“become adept at letting things go” First Known When Lost: Milosz, Derek Mahon and Taigi on the passing time

From here at the wonderful blog First Known When Lost. As well as bringing to our attention much outstanding poetry that has the great merit of being unfashionable or forgotten, Stephen Pentz is a consistent source of a kind of reflective wisdom very much contrary to the spirit of our busy, proudly restless age. One may not agree with everything he writes to find him an refreshingly countercultural presence online.

 

Do we grow wiser with age? Well, let’s not get too carried away. Speaking for myself, the only piece of wisdom that I can provisionally claim in my seventh decade above ground (and within hailing distance of a return to the dust) is this: I realize, on a daily basis, that I am profoundly ignorant.

Yet, being aware of, and at peace with, one’s ignorance is a good thing. It is certainly not cause for self-recrimination or despair. It relieves us of the great weight of trying to “figure things out,” of trying to solve the mysteries of where we came from, why we are here, and where we are headed. It frees us up to do what we ought to have been doing from the start: loving, and being unceasingly grateful for, the World and all of its beautiful particulars.

Rather than imagining that we might acquire wisdom with age, perhaps a better approach is to become adept at letting things go. As the years and (alas!) decades speed by (populated by days), we are well-advised to disabuse ourselves of certain notions and to abandon certain conceits. If, by some point in our life (before it is too late), we have not begun to identify and jettison these notions and conceits, all hope is lost. Something along these lines is required:

Learning

To believe you are magnificent.
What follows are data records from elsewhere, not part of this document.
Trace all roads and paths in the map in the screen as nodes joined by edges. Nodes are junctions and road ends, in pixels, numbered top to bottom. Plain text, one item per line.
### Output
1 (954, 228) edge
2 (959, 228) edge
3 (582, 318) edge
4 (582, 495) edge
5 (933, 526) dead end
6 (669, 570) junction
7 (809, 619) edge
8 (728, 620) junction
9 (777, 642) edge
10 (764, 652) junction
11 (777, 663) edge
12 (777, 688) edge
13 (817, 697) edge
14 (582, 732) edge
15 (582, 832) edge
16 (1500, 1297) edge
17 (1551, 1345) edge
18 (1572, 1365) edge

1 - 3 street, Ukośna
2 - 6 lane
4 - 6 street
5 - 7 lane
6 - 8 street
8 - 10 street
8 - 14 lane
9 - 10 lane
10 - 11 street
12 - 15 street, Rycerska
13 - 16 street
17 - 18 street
And gradually to discover that you are not magnificent. Enough labor for one human life.

Czeslaw Milosz, Road-side Dog (translated by Czeslaw Milosz and Robert Hass) (Farrar, Straus and Giroux 1998).

While this lifelong project is underway, the days come and go. There’s no stopping them.

Dream Days

‘When you stop to consider
The days spent dreaming of a future
And say then, that was my life.’

For the days are long —
From the first milk van
To the last shout in the night,
An eternity. But the weeks go by
Like birds; and the years, the years
Fly past anti-clockwise
Like clock hands in a bar mirror.

Derek Mahon, Selected Poems (Penguin/The Gallery Press 1991).

As Mahon observes, the days are indeed long — “an eternity.” (Do you remember all of those never-ending afternoons in the schoolroom?) The Japanese haiku poets, whose art is aimed at presenting a vanishing instant of experience that embodies the whole of the World and the whole of a human life, are ever aware that our fate is played out each day, moment-by-moment.

Calm days,
The swift years
Forgotten.

Taigi (1709-1771) (translated by R. H. Blyth), in R. H. Blyth, Haiku, Volume 2: Spring, page 42.